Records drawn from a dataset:
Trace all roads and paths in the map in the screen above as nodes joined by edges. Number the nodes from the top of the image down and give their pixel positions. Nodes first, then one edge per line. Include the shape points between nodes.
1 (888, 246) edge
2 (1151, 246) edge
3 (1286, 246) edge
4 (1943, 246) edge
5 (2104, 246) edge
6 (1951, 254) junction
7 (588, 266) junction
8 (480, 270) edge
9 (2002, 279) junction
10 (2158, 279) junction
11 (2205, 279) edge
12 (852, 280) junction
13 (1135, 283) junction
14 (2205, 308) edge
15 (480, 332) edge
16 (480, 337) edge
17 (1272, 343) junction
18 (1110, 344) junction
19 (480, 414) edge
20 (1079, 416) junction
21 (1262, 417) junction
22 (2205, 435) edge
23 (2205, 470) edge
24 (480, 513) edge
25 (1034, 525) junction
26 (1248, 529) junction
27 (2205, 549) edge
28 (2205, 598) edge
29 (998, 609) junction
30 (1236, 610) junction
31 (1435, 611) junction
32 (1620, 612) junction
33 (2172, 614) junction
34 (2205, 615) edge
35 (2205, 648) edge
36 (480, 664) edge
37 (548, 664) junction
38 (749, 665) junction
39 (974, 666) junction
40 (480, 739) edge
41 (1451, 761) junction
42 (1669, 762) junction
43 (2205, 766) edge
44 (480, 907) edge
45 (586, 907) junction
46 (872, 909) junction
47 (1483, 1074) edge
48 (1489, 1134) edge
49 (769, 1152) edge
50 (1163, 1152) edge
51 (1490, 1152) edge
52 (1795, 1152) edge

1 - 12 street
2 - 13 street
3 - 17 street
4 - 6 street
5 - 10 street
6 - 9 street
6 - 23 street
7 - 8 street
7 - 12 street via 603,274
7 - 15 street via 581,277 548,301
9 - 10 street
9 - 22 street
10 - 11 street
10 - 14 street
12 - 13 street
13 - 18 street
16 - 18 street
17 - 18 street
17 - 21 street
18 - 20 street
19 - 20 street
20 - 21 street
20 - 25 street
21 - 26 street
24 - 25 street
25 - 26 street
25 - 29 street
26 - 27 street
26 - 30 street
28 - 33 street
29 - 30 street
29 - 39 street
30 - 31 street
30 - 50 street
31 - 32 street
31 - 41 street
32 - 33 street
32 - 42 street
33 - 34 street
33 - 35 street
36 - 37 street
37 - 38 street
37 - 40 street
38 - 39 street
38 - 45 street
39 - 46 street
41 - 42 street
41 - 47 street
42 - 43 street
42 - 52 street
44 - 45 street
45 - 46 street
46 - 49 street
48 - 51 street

* _Aim of the task_:
All of the records above need to be printed again exactly as they appear.

* _Exercise output_:
Trace all roads and paths in the map in the screen above as nodes joined by edges. Number the nodes from the top of the image down and give their pixel positions. Nodes first, then one edge per line. Include the shape points between nodes.
1 (888, 246) edge
2 (1151, 246) edge
3 (1286, 246) edge
4 (1943, 246) edge
5 (2104, 246) edge
6 (1951, 254) junction
7 (588, 266) junction
8 (480, 270) edge
9 (2002, 279) junction
10 (2158, 279) junction
11 (2205, 279) edge
12 (852, 280) junction
13 (1135, 283) junction
14 (2205, 308) edge
15 (480, 332) edge
16 (480, 337) edge
17 (1272, 343) junction
18 (1110, 344) junction
19 (480, 414) edge
20 (1079, 416) junction
21 (1262, 417) junction
22 (2205, 435) edge
23 (2205, 470) edge
24 (480, 513) edge
25 (1034, 525) junction
26 (1248, 529) junction
27 (2205, 549) edge
28 (2205, 598) edge
29 (998, 609) junction
30 (1236, 610) junction
31 (1435, 611) junction
32 (1620, 612) junction
33 (2172, 614) junction
34 (2205, 615) edge
35 (2205, 648) edge
36 (480, 664) edge
37 (548, 664) junction
38 (749, 665) junction
39 (974, 666) junction
40 (480, 739) edge
41 (1451, 761) junction
42 (1669, 762) junction
43 (2205, 766) edge
44 (480, 907) edge
45 (586, 907) junction
46 (872, 909) junction
47 (1483, 1074) edge
48 (1489, 1134) edge
49 (769, 1152) edge
50 (1163, 1152) edge
51 (1490, 1152) edge
52 (1795, 1152) edge

1 - 12 street
2 - 13 street
3 - 17 street
4 - 6 street
5 - 10 street
6 - 9 street
6 - 23 street
7 - 8 street
7 - 12 street via 603,274
7 - 15 street via 581,277 548,301
9 - 10 street
9 - 22 street
10 - 11 street
10 - 14 street
12 - 13 street
13 - 18 street
16 - 18 street
17 - 18 street
17 - 21 street
18 - 20 street
19 - 20 street
20 - 21 street
20 - 25 street
21 - 26 street
24 - 25 street
25 - 26 street
25 - 29 street
26 - 27 street
26 - 30 street
28 - 33 street
29 - 30 street
29 - 39 street
30 - 31 street
30 - 50 street
31 - 32 street
31 - 41 street
32 - 33 street
32 - 42 street
33 - 34 street
33 - 35 street
36 - 37 street
37 - 38 street
37 - 40 street
38 - 39 street
38 - 45 street
39 - 46 street
41 - 42 street
41 - 47 street
42 - 43 street
42 - 52 street
44 - 45 street
45 - 46 street
46 - 49 street
48 - 51 street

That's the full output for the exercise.